Clearly, then, ‘disability’ in the New Testament functions rhetorically to call attention to negative realities such as sin, evil spirits, spiritual degeneration, and moral reprobation.
– Amos Yong
Moving to Augustine, we find a more complex handling of issues surrounding disability. On the one hand, he suggests that we, to know a person, must not succumb to the temptation of judging a book by its cover. As Brian Brock puts it, “…our perception of other human beings must be illuminated or sanctified if we are to know them rightly and resist the temptation to approach people as little more than their apparent deficits of mind or body.” However, this is not the dominant approach Augustine takes towards issues of disability. While he at times takes a sympathetic stance towards the plight of those with disabilities, he dedicates most of his effort in justifying their existence in the first place.
Augustine’s was hence a theological explanation that connected the Neoplatonic idea of the completeness of Creation with the medieval doctrine of the Great Chain of Being: God in God’s infinite wisdom brought forth a diversity of creatures to manifest his glory and power.”
– Amos Yong
It is also important to mention that, not unlike almost all other aspects of theology for the next 1,000 years or so, Augustine made an important contribution to future understandings of disability.

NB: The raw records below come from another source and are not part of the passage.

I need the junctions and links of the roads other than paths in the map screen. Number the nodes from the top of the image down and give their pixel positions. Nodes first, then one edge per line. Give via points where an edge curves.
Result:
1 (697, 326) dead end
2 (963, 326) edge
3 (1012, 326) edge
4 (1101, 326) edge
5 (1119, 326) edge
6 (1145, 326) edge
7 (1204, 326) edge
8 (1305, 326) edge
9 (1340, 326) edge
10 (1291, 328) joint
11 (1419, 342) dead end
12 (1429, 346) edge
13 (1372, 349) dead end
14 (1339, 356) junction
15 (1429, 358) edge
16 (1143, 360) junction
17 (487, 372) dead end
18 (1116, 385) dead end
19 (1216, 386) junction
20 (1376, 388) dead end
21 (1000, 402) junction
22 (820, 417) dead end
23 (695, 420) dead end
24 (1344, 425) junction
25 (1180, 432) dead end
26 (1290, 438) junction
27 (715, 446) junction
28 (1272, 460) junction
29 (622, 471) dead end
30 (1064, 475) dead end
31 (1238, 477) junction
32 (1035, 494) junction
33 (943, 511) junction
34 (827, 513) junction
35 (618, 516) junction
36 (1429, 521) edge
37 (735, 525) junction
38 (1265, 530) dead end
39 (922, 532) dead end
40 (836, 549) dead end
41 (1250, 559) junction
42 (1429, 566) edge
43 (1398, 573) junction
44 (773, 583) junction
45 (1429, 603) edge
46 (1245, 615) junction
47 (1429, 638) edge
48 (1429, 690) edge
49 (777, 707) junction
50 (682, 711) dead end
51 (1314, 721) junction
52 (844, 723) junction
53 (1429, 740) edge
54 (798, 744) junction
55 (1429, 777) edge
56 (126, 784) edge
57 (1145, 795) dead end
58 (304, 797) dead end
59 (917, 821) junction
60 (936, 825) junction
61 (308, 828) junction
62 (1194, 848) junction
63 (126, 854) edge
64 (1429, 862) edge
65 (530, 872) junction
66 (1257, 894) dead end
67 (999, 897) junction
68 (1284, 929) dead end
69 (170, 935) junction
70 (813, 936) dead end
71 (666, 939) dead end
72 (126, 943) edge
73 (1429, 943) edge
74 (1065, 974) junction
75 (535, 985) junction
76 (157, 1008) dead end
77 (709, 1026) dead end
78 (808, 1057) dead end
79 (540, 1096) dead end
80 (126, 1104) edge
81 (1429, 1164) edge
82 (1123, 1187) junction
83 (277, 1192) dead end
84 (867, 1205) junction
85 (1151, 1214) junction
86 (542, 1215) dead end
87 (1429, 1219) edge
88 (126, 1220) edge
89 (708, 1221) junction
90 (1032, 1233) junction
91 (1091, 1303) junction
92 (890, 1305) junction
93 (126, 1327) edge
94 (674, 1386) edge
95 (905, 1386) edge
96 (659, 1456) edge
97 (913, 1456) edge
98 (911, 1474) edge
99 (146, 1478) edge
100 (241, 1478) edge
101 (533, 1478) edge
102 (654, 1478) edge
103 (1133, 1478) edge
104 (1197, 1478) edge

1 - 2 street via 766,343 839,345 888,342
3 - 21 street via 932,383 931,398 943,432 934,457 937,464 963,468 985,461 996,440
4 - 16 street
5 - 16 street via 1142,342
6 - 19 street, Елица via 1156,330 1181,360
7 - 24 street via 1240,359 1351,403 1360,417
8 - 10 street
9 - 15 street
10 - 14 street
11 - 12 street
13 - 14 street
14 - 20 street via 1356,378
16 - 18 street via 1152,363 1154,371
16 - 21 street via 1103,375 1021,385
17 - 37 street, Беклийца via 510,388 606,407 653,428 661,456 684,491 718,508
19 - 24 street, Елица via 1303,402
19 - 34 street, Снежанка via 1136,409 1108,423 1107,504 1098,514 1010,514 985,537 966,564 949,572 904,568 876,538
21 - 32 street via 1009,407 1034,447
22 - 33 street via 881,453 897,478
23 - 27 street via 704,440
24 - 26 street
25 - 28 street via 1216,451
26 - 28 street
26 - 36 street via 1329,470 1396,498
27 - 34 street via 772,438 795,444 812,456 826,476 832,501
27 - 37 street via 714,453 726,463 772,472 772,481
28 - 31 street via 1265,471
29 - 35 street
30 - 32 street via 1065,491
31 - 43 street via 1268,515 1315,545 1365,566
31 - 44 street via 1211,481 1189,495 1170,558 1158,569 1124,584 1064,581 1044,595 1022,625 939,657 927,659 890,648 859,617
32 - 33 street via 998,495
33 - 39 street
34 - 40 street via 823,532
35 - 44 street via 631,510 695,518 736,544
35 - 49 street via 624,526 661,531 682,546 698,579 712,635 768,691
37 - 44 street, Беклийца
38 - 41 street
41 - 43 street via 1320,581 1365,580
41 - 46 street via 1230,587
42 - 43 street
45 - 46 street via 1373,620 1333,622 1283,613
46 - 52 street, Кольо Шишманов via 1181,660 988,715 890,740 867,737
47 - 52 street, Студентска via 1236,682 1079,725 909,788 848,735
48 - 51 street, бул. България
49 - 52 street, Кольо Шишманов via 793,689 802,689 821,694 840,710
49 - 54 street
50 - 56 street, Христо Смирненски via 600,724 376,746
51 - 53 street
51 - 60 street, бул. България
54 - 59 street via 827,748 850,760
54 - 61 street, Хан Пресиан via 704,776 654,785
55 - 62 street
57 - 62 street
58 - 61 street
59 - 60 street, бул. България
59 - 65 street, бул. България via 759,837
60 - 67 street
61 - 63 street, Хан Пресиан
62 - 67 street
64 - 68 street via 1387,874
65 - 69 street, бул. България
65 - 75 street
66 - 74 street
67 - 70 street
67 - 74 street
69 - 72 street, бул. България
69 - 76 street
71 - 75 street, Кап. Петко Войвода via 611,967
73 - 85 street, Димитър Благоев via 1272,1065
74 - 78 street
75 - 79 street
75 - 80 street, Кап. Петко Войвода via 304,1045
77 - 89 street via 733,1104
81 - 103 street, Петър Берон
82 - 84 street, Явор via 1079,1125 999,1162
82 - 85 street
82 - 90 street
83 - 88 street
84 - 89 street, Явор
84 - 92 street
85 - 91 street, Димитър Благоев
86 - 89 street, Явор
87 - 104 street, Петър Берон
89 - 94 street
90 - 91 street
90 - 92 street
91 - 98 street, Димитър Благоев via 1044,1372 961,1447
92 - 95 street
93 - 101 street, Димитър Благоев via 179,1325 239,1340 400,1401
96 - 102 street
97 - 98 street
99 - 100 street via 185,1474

In a striking inversion of the interpretations current at the time, he suggests that physical, sensory, and mental impairments, while still impairments (at least congenital impairments), are nevertheless not the work of evil spirits, because all humans are made by a Creator who creates only good things. In this strand of his thought we see him trying to overcome the human tendency to see the disabled as God’s mistakes.
– Brian Brock
Disability in an Enchanted World
In part two I will begin with Luther and share some more modern perspectives of how disability was imagined and how people with disability have been treated. But one final word on the above social imaginaries: it is fair to say that all of the views towards disability in general, and people with disabilities in particular, listed above experience the world as enchanted. Charles Taylor describes how ancient and pre-modern people experienced the world:
…they lived in a world of spirits, both good and bad. The bad ones include Satan, of course, but beside him, the world was full of a host of demons, threatening from all sides: demons and spirits of the forest, and wilderness, but also those which can threaten us in our everyday lives. Spirit agents were also numerous on the good side. Not just God, but also his saints, to whom one prayed, and whose shrines one visited in certain cases, in hopes of a cure, or in thanks for a cure already prayed for and granted, or for rescue from extreme danger…
The important point to draw from this is that these spiritual forces impinged upon people in ways that we wouldn’t recognize today. “In fact, in the enchanted world, the line between personal agency and impersonal force was not at all clearly drawn.” This is important to keep in mind as I move on to discuss post Enlightenment and modern notions of disability. While there was clearly a big shift in the social imaginary from an enchanted, pre-modern world to a disenchanted, modern world, these forces didn’t disappear from our imagination completely, but were relocated and internalized.